Which lines of the data contain the string "Kiluvya"? Copy every one of them.

[Records from a data collection]
=-=-=-=-=

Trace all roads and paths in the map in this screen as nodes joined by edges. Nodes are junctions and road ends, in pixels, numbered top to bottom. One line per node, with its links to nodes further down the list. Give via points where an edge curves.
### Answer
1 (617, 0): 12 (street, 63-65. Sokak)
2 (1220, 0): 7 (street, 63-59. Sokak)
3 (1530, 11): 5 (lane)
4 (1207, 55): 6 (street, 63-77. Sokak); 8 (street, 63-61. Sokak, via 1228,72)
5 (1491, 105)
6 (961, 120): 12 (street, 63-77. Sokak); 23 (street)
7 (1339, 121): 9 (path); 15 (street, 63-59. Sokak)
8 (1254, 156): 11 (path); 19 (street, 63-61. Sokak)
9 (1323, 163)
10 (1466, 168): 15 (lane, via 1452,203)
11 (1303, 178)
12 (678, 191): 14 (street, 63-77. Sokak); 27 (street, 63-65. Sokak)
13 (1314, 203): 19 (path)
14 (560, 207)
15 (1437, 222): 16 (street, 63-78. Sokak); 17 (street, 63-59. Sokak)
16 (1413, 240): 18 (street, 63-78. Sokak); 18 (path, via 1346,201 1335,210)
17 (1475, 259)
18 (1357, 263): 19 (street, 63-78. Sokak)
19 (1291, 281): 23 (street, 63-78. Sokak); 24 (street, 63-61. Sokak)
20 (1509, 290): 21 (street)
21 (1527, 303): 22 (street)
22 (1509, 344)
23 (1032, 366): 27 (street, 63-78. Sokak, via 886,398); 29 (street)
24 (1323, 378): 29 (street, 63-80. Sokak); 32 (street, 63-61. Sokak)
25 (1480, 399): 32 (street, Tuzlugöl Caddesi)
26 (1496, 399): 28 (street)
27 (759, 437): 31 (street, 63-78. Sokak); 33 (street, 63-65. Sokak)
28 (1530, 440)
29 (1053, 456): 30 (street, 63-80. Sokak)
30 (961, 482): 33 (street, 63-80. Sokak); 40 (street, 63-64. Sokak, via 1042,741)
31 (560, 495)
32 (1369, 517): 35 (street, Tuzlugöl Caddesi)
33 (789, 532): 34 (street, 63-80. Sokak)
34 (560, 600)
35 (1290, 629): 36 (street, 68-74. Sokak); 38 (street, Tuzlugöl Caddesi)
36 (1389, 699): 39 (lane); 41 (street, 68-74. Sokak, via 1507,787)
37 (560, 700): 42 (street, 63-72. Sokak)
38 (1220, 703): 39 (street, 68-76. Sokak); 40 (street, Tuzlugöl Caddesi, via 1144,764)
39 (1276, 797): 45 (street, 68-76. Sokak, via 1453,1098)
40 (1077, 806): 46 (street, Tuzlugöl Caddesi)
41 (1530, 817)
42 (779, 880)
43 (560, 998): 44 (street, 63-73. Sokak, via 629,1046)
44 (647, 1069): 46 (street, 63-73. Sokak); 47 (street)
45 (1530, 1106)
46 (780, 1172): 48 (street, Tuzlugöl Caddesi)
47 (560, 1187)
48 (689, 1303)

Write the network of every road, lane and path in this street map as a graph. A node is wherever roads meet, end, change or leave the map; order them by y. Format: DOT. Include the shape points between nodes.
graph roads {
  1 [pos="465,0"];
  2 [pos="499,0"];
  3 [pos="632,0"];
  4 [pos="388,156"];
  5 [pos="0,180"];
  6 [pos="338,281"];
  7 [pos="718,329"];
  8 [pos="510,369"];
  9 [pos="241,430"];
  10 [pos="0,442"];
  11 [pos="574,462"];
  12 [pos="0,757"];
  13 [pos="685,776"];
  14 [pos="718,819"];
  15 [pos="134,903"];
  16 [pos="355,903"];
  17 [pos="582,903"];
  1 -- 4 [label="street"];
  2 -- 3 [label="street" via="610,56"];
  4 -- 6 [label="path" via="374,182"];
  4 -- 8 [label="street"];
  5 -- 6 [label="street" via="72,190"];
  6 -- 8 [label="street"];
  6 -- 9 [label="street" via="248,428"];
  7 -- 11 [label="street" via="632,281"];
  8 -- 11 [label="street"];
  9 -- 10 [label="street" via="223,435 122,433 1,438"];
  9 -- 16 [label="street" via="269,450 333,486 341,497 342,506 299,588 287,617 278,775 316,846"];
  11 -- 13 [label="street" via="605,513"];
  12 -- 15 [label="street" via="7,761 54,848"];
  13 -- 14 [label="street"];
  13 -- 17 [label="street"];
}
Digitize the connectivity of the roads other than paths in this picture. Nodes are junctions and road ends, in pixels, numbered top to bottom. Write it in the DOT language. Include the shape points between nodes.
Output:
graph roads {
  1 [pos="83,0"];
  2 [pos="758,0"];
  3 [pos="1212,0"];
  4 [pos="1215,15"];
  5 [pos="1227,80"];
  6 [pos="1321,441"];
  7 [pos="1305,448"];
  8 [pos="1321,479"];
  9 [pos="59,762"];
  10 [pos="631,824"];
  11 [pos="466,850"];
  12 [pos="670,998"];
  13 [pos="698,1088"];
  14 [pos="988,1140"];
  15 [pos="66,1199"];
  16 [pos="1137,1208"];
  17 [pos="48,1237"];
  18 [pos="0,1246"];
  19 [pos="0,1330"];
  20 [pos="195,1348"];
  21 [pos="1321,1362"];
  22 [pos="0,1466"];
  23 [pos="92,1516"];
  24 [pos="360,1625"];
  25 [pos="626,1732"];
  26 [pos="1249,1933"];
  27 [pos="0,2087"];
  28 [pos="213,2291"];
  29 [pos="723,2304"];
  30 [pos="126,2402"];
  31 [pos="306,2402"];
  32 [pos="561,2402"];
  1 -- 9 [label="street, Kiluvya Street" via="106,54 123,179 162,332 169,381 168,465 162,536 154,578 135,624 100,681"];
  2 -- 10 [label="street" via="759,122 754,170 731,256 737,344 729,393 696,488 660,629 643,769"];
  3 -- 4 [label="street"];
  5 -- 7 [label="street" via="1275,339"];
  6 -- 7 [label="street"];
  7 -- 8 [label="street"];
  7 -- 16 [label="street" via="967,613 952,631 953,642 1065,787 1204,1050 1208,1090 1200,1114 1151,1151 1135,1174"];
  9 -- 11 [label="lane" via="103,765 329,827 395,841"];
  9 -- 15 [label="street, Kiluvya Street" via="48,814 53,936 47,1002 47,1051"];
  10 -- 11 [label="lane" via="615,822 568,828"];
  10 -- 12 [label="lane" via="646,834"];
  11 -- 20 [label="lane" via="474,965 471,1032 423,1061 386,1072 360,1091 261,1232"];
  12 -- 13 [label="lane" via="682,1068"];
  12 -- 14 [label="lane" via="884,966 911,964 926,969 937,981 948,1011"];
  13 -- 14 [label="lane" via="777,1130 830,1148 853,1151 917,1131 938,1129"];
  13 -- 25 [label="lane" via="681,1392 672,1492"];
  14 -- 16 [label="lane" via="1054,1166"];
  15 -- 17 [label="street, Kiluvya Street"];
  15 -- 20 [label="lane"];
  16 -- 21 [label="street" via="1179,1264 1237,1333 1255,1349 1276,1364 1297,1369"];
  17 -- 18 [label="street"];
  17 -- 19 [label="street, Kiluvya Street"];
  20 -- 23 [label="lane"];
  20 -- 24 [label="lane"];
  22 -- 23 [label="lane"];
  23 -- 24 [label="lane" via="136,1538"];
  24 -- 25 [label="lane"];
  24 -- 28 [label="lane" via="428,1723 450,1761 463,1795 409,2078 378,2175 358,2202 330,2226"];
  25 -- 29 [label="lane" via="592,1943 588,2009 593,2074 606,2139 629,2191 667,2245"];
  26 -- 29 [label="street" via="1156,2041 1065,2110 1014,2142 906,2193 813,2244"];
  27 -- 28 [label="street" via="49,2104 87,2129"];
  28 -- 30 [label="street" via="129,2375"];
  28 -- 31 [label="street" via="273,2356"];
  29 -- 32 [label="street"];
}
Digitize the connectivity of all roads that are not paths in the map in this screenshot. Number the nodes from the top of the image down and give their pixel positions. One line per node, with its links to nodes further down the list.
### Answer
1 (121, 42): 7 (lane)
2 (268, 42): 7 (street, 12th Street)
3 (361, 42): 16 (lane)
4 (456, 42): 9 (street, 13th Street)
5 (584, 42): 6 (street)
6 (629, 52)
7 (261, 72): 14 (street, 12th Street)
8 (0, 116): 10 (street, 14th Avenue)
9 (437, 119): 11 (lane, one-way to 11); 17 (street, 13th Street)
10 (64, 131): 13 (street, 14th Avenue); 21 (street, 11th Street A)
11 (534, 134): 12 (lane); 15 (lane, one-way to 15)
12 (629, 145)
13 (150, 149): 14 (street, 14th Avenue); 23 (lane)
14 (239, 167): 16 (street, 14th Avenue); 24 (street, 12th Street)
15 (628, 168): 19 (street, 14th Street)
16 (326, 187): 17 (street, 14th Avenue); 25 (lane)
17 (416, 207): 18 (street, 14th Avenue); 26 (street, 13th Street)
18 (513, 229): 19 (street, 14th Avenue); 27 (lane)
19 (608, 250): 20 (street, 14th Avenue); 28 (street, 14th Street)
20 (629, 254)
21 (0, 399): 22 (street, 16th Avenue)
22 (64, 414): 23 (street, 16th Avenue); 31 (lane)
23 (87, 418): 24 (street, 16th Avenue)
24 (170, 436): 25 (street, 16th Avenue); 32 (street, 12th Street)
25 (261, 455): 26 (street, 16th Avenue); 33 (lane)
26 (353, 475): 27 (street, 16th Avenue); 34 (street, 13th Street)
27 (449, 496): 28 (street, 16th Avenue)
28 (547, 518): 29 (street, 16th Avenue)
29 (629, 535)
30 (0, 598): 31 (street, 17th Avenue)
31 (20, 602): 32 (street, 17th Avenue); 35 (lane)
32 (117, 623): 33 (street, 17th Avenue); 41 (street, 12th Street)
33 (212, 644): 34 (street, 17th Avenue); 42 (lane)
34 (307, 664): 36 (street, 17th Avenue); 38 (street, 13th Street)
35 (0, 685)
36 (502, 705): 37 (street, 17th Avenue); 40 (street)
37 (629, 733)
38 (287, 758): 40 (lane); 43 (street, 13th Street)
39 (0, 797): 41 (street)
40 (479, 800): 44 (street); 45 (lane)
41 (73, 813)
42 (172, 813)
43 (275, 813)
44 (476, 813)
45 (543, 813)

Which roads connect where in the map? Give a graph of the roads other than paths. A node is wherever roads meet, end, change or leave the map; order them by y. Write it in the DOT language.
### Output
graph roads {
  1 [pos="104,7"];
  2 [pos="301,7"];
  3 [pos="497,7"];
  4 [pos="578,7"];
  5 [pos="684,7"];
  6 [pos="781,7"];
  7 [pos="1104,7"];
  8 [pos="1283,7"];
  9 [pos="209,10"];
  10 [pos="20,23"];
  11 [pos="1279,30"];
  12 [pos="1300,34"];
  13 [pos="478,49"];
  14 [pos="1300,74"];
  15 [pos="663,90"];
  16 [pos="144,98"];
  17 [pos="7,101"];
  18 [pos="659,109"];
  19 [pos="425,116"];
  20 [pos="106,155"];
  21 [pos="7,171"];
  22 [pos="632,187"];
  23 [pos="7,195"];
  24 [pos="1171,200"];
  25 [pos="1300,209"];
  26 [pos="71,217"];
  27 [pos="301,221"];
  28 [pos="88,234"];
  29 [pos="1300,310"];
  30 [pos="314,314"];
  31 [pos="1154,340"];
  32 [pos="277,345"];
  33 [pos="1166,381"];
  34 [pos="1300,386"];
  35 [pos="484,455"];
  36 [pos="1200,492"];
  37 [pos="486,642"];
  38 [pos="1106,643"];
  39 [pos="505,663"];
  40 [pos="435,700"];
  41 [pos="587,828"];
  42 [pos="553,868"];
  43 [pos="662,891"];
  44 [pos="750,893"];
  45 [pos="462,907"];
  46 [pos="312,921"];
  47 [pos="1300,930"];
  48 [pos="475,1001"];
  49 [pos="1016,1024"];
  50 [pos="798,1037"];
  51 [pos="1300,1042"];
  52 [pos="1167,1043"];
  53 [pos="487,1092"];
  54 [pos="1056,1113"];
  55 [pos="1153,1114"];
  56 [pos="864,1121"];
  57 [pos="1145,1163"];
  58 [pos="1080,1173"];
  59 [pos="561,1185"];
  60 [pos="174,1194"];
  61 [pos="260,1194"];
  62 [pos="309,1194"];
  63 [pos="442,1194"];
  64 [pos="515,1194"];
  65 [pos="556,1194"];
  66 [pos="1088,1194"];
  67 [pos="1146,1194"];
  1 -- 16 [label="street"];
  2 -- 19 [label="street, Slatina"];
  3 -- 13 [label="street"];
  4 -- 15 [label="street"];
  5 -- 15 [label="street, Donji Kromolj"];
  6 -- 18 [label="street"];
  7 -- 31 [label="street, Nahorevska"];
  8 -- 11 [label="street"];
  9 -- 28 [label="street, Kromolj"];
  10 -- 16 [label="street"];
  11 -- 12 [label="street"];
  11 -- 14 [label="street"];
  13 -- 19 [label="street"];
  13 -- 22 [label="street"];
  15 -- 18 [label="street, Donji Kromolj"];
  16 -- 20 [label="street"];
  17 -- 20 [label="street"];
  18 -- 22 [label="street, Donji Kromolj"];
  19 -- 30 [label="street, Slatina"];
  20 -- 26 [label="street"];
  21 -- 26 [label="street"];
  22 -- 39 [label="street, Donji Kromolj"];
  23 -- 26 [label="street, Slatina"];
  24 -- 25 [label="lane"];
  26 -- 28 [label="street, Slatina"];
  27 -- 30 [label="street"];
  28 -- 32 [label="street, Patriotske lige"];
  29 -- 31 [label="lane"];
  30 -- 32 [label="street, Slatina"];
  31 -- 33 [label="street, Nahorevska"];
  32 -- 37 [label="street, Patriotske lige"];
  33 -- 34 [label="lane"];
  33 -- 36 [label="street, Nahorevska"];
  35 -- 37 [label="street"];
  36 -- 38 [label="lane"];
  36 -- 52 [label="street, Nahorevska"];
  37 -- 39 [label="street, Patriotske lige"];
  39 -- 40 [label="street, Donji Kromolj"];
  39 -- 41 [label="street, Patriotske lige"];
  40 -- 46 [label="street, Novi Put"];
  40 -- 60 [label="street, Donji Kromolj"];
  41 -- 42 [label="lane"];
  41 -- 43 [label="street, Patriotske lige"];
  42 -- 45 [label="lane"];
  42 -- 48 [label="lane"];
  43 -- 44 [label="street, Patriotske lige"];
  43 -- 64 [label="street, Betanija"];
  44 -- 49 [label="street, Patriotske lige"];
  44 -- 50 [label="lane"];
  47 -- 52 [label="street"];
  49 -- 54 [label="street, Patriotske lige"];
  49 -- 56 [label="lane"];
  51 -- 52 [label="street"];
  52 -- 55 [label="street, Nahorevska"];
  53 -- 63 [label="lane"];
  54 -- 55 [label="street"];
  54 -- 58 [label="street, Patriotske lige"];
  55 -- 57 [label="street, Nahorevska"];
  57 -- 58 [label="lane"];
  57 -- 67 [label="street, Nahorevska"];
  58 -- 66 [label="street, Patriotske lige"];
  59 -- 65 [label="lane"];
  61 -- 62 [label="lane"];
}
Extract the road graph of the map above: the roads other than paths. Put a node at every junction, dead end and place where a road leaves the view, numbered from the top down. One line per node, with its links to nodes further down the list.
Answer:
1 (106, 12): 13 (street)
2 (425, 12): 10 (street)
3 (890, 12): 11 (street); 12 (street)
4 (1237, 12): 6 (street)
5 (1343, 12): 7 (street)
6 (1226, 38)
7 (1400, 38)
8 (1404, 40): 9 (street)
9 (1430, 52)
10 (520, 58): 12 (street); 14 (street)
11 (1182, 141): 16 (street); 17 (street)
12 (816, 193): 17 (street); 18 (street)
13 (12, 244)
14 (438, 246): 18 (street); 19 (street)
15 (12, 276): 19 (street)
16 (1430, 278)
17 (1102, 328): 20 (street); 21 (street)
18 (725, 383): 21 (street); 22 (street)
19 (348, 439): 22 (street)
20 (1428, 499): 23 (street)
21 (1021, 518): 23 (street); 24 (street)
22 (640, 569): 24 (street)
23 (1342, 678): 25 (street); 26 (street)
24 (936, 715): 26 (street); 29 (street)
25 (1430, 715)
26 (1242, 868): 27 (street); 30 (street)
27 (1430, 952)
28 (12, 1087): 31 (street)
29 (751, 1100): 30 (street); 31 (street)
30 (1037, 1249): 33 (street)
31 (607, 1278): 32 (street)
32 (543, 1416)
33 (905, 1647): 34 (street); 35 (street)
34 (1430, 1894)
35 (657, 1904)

=-=-=-=-=

Expected answer:
  1 -- 9 [label="street, Kiluvya Street" via="106,54 123,179 162,332 169,381 168,465 162,536 154,578 135,624 100,681"];
  9 -- 15 [label="street, Kiluvya Street" via="48,814 53,936 47,1002 47,1051"];
  15 -- 17 [label="street, Kiluvya Street"];
  17 -- 19 [label="street, Kiluvya Street"];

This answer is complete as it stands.